From the entries below, copy every line holding the word "Vårvindsvägen".

+ + + + +

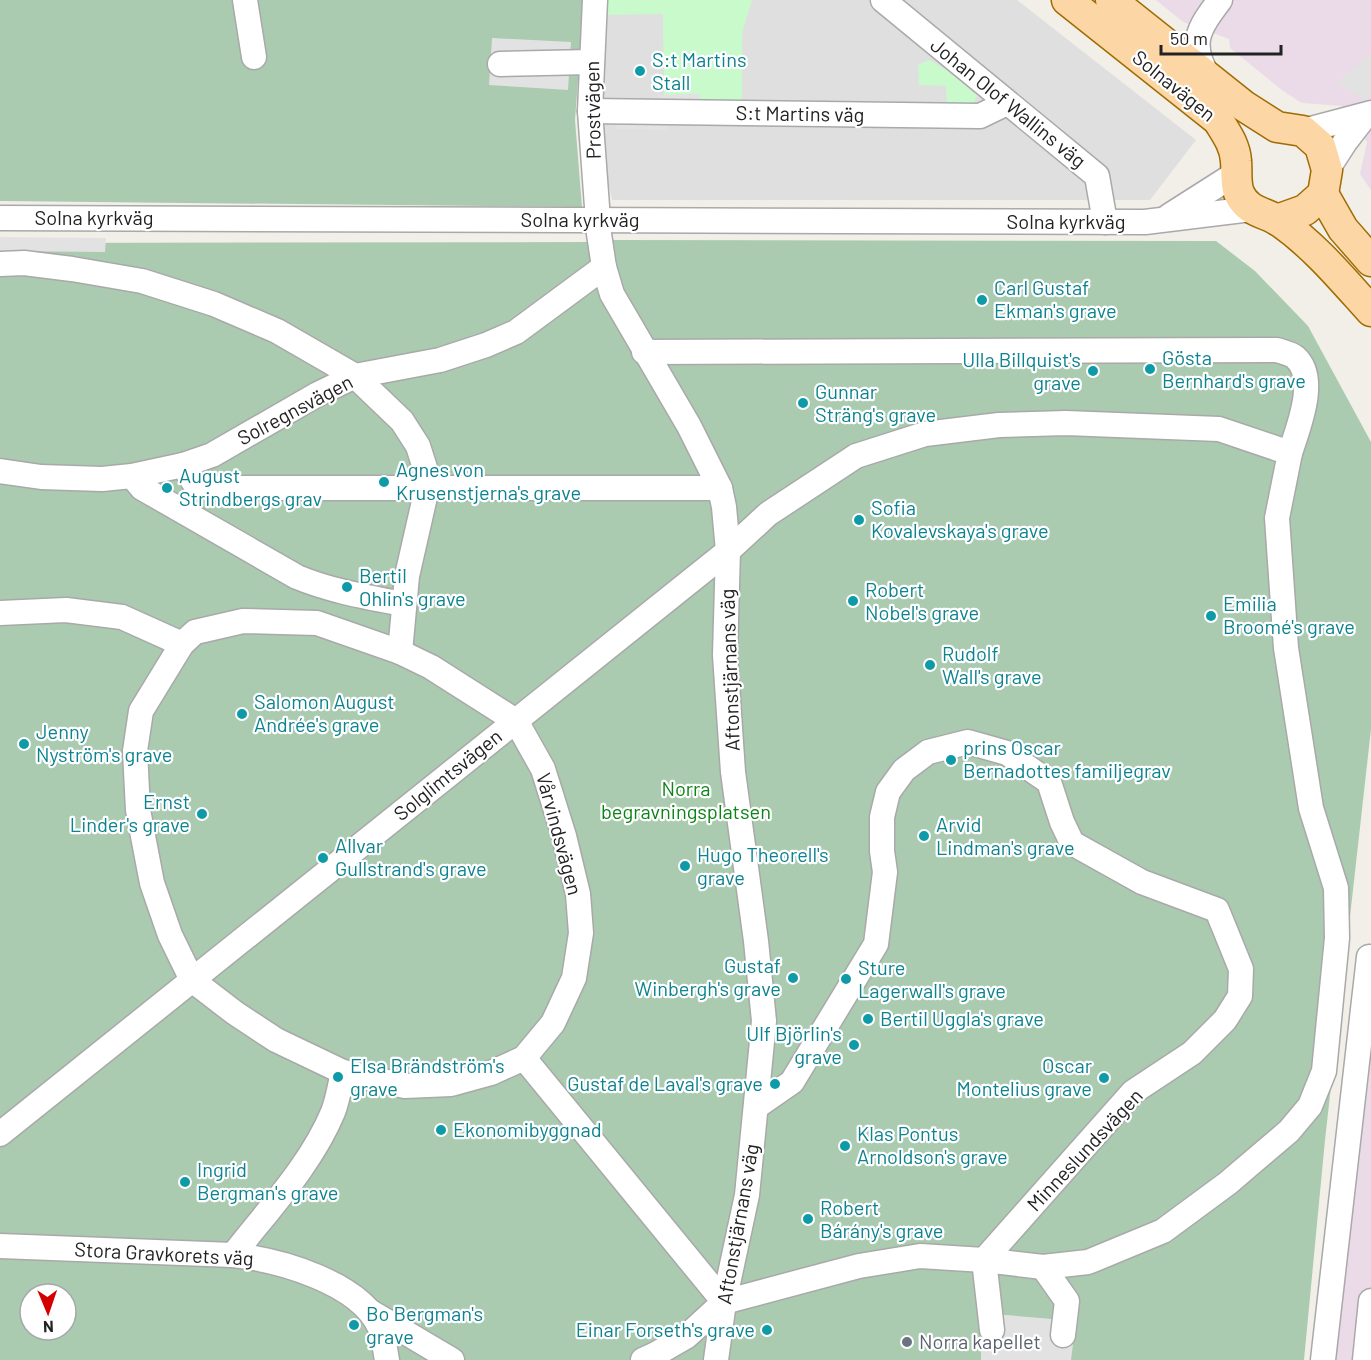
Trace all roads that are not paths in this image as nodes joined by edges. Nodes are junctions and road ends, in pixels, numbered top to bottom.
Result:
1 (245, 0) edge
2 (595, 0) edge
3 (883, 0) edge
4 (1067, 0) edge
5 (1111, 0) edge
6 (1220, 0) edge
7 (254, 57) dead end
8 (591, 62) junction
9 (500, 64) dead end
10 (1210, 80) junction
11 (1007, 103) junction
12 (590, 111) junction
13 (1368, 115) edge
14 (1290, 129) junction
15 (1236, 167) junction
16 (1325, 182) junction
17 (1264, 214) junction
18 (0, 218) edge
19 (598, 220) junction
20 (1160, 221) junction
21 (1105, 222) junction
22 (1371, 261) edge
23 (0, 264) edge
24 (604, 267) junction
25 (1371, 311) edge
26 (644, 352) junction
27 (355, 376) junction
28 (1290, 453) junction
29 (183, 465) junction
30 (0, 471) edge
31 (132, 476) junction
32 (427, 488) junction
33 (720, 488) junction
34 (728, 551) junction
35 (403, 604) junction
36 (0, 613) edge
37 (182, 644) junction
38 (400, 652) junction
39 (516, 721) junction
40 (1371, 958) edge
41 (192, 980) junction
42 (524, 1058) junction
43 (343, 1072) junction
44 (756, 1107) junction
45 (0, 1134) edge
46 (0, 1246) edge
47 (233, 1255) junction
48 (984, 1260) junction
49 (1043, 1267) junction
50 (1371, 1301) edge
51 (724, 1302) junction
52 (369, 1311) junction
53 (992, 1330) dead end
54 (1063, 1335) dead end
55 (387, 1360) edge
56 (452, 1360) edge
57 (643, 1360) edge
58 (716, 1360) edge
59 (1323, 1360) edge
60 (1365, 1360) edge

1 - 7 street
2 - 8 street, Prostvägen
3 - 11 street, Johan Olof Wallins väg
4 - 15 main road, Solnavägen
5 - 10 main road, Solnavägen
6 - 10 street
8 - 9 street
8 - 12 street, Prostvägen
10 - 14 main road, Solnavägen
11 - 12 street, S:t Martins väg
11 - 21 street, Johan Olof Wallins väg
12 - 19 street, Prostvägen
13 - 14 street
13 - 16 street
14 - 15 main road
14 - 16 main road, Solnavägen
15 - 17 main road, Solnavägen
15 - 20 street, Solna kyrkväg
16 - 17 main road
16 - 22 main road, Solnavägen
17 - 20 street, Solna kyrkväg
17 - 25 main road, Solnavägen
18 - 19 street, Solna kyrkväg
19 - 21 street, Solna kyrkväg
19 - 24 street, Aftonstjärnans väg
20 - 21 street, Solna kyrkväg
23 - 27 street
24 - 26 street, Aftonstjärnans väg
24 - 27 street, Solregnsvägen
26 - 28 street
26 - 33 street, Aftonstjärnans väg
27 - 29 street, Solregnsvägen
27 - 32 street
28 - 34 street, Solglimtsvägen
28 - 49 street
29 - 31 street, Solregnsvägen
29 - 32 street
30 - 31 street, Solregnsvägen
31 - 35 street
32 - 33 street
32 - 35 street
33 - 34 street, Aftonstjärnans väg
34 - 39 street, Solglimtsvägen
34 - 44 street, Aftonstjärnans väg
35 - 38 street
36 - 37 street
37 - 38 street, Vårvindsvägen
37 - 41 street
38 - 39 street, Vårvindsvägen
39 - 41 street, Solglimtsvägen
39 - 42 street, Vårvindsvägen
40 - 59 street
41 - 43 street
41 - 45 street, Solglimtsvägen
42 - 43 street
42 - 51 street
43 - 47 street
44 - 48 street, Minneslundsvägen
44 - 51 street, Aftonstjärnans väg
46 - 47 street, Stora Gravkorets väg
47 - 52 street, Stora Gravkorets väg
48 - 49 street
48 - 51 street
48 - 53 street
49 - 54 street
50 - 60 street
51 - 57 street
51 - 58 street, Aftonstjärnans väg
52 - 55 street, Stora Gravkorets väg
52 - 56 street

+ + + + +

→ **Solution below**:
37 - 38 street, Vårvindsvägen
38 - 39 street, Vårvindsvägen
39 - 42 street, Vårvindsvägen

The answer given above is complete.